Software: Shareware, freeware, and public domain software can be downloaded from the GNO Apple II Archive. More downloads can be found at the sites of individual developers, such as Ewen Wannop (email, Web, FTP, and Usenet clients) and Eric Shepherd (ProBOOT, Shifty List, WebWorks GS, and -- believe it or not -- Wolfenstein 3D).

The most voluminous source for commercial software is Syndicomm, which, in addition to their own original products, has acquired the rights to distribute classic materials such as The ByteWorks' programming languages and tutorials, GS+ magazines and floppies, and Nibble Magazine. At the time of this writing, orders are not being shipped, but that situation should prove temporary.

Emulators: In this context, emulators are software that simulate hardware, allowing you to run Apple II programs on a modern computer.

If you have a PowerPC-based Mac running an OS from 8.5 to Tiger, I recommend the Classic app Bernie ][ the Rescue. It's a full-featured Apple IIgs emulator with full-screen display, print support, and easy transfer of files between the GS and Mac environments. More recently, the only OS X-native IIgs emulator is Sweet16, which is actually based on the source code for Bernie. It doesn't have all the same features as its predecessor, but it works quickly and well, and an open beta of v2.0 offers even greater promise.

Bernie and Sweet16 are the only Apple II emulators I've used. KEGS is yet another IIgs emulator but is available for Mac OS X, Windows, and Linux. To emulate an 8-bit Apple II, your best choices are AppleWin for Windows and Virtual ][ for the Mac.

All the above emulators require a ROM image from the machine they are emulating, which means you need to have an actual Apple II from which to legally obtain such an image.

Podcasts: Yes, that's right: you can get all the latest Apple II news and reviews delivered right to your iPod! There are two venues by which to do so. 1 MHz (iTunes), the first on the scene, is the technically superior of the two podcasts, but it hasn't been broadcast since July 2007, limiting its archive to only ten episodes. A2Unplugged (iTunes), by contrast, has been broadcasting almost weekly as of late. Both shows offer very different approaches to the retrocomputing scene: Carrington Vanston, like Dan Budiac, came back to the Apple II world after a long absence, which is reflected in 1 MHz; whereas Ryan Suenaga never left and thus plumbs the depths of more esoteric topics.

News: A2Central.com is the best online news outlet, hands-down. Regular updates keep the Apple II community abreast of hardware developments, software releases, and Woz sightings.

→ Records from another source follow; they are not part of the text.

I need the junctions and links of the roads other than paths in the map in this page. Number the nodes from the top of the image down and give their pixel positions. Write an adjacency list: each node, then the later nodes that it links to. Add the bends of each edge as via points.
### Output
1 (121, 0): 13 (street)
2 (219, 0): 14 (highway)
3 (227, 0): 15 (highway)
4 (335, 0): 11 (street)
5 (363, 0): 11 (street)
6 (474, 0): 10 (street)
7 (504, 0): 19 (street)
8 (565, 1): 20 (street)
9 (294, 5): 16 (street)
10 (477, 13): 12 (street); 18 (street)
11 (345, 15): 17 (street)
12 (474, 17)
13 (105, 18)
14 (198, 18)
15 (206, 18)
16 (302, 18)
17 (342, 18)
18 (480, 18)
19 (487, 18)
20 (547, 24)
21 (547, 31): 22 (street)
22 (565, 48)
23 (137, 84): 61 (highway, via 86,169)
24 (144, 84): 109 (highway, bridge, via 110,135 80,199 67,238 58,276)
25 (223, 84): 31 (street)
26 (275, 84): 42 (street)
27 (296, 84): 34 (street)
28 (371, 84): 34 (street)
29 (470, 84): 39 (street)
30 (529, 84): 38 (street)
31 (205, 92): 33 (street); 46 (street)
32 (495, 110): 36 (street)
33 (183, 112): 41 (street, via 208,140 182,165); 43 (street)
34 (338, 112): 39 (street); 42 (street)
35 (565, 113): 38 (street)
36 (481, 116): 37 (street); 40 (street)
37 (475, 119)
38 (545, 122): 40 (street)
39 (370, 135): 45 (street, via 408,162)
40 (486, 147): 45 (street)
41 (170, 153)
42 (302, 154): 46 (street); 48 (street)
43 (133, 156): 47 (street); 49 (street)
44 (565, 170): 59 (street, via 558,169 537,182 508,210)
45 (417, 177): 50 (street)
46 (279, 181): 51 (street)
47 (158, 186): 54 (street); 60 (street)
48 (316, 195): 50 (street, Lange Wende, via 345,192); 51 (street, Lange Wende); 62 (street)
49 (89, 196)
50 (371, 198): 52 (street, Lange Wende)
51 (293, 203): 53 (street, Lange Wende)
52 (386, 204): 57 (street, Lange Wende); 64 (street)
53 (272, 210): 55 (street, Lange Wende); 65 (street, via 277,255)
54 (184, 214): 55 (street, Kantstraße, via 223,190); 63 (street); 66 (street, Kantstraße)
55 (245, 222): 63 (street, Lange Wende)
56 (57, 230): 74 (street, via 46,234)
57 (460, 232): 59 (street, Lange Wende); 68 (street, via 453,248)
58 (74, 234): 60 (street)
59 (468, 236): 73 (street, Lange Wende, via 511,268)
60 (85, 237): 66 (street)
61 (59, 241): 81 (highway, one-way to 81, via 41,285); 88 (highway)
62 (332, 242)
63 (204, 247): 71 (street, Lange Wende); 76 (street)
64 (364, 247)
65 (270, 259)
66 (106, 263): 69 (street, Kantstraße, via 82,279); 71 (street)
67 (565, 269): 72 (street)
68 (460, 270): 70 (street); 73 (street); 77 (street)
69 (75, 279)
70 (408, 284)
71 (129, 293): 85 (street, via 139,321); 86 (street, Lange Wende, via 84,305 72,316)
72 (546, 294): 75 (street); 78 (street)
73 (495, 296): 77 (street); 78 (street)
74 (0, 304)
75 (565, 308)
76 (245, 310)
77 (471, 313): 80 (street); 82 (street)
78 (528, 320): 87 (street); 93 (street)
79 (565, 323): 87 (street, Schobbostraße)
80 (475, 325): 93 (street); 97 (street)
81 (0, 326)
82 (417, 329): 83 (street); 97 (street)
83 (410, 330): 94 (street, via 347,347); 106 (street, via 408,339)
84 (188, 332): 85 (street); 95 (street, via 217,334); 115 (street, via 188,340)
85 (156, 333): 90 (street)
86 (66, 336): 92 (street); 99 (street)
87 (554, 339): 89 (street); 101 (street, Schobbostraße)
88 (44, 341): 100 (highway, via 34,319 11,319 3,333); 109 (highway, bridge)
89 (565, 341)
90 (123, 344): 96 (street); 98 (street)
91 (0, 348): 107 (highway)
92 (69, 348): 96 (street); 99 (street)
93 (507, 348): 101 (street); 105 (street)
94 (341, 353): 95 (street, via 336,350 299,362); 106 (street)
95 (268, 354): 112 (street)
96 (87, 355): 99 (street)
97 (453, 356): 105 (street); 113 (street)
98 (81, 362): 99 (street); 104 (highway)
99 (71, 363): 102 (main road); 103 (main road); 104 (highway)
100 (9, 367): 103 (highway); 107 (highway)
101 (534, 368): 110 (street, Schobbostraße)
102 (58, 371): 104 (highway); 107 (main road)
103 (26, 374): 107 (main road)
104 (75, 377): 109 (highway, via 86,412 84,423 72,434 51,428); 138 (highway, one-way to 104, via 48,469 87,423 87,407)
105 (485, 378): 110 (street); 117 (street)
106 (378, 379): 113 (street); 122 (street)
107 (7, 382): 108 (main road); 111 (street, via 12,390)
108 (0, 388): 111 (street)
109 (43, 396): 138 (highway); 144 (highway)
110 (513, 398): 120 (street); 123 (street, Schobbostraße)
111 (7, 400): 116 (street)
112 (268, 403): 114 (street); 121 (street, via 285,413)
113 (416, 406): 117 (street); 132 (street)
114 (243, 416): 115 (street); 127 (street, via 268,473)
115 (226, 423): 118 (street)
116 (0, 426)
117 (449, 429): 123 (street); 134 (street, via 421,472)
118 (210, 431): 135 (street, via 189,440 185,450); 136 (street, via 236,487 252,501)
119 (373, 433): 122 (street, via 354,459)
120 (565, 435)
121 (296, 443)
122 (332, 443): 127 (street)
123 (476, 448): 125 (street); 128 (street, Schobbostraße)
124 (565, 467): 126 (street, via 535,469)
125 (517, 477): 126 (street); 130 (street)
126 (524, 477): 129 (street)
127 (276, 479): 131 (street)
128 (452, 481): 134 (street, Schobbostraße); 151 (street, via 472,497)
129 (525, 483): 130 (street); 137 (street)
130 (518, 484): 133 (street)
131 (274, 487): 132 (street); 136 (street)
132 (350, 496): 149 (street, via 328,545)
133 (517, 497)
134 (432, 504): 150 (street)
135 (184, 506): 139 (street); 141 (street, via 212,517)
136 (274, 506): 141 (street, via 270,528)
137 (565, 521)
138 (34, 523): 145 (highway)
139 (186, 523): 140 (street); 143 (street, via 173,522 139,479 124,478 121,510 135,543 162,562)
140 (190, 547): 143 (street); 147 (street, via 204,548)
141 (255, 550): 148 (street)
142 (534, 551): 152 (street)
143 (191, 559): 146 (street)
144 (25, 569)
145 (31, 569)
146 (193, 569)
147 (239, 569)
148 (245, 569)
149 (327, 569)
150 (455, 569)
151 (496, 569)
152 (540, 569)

Discussion: The most active message board for Apple II discussion is the Usenet newsgroup comp.sys.apple2. csa2, as its also known, has been around for decades, and its complete archives are still online. Instead of an NNTP client, I use my Web browser to read csa2 via Google Groups, which also features RSS subscriptions. For live discussions, tune your Internet Relay Chat (IRC) client to the #a2c.chat chat room.

Misc.: If you still have your original floppies but can't access them or convert the files on them, the company RetroFloppy will transfer them for you -- for a fee. I've not used this service nor do I know anyone who has, but if you no longer have the original hardware, having someone do it for you is likely to be easier than doing it yourself.